Cost savings: roughly 50% less compared to Standard.
Synchronous and simple: you don't need the Batch API or to manage files or polling; you use the same synchronous endpoints.
Ideal cases: batch CRM updates, large-scale simulations, agents that "think" or browse in the background.
To enable it you just set the service_tier parameter in your request, for example {'service_tier': 'flex'}. Flex is available for paid projects and for the GenerateContent and Interactions routes.
Priority Inference: protect the critical
Priority is the option for when reliability is the top priority. It's designed so your most important requests won't be interrupted even during usage spikes.
Higher criticality: a greater chance your request will be served preferentially.
Graceful downgrade: if you exceed Priority limits, the overflow is served on Standard instead of failing, keeping your service running.
Transparency: the API response indicates which tier handled the request, so you have visibility into performance and billing.
Ideal cases: real-time support bots, live moderation pipelines, latency-sensitive requests.
Priority is enabled the same way, by adjusting service_tier, and it's available for paid projects on Tier 2 and 3 for GenerateContent and Interactions.
How to integrate it without breaking your system
The most practical approach is to map each type of work internally to a service_tier:
Background tasks and batch processing -> flex.
Real-time user interactions -> priority.
What if you don't want to rewrite your entire async queue? Good news: because both are synchronous, Flex and Priority let you send interactive and background jobs to the same endpoints you already use, avoiding the complexity of managing a separate Batch flow.
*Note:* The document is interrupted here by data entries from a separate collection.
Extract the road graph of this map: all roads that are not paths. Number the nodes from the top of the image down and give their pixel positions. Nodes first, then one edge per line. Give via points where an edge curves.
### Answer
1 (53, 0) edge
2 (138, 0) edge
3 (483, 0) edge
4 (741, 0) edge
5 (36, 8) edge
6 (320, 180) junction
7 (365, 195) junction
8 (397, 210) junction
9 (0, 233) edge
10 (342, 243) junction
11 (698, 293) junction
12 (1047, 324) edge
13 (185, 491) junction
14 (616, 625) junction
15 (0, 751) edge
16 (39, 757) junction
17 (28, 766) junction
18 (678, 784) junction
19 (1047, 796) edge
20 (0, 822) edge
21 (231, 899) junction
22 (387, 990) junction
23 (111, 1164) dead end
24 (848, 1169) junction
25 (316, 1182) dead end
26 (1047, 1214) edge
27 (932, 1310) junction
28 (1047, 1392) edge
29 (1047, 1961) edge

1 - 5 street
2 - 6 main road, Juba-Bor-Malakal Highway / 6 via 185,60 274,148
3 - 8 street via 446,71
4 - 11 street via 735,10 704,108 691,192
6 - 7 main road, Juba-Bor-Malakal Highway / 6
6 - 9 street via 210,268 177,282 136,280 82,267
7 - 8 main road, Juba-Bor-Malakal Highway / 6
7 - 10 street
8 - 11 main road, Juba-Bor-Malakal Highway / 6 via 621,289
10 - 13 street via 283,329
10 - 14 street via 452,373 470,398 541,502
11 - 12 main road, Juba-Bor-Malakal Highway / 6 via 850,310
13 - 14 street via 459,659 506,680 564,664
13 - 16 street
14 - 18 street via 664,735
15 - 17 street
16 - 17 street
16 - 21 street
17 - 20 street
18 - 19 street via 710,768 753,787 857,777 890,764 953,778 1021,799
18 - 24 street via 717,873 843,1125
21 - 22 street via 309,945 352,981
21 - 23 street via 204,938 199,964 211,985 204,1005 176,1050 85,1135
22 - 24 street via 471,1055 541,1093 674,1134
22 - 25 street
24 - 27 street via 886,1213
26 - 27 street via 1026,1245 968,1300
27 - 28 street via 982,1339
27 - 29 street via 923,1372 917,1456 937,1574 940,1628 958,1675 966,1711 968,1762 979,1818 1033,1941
It's also worth monitoring the API response so you know when requests were served at each tier and can evaluate costs. The documentation and the cookbook provide ready-to-run examples that save you time during testing.
Brief reflection
With Flex and Priority, Google simplifies a classic dilemma: optimize costs without sacrificing reliability where it matters. If you're scaling agents, copilots, or data pipelines, this gives you a finer palette to decide where to spend and where to save. Ready to try which one fits your case best?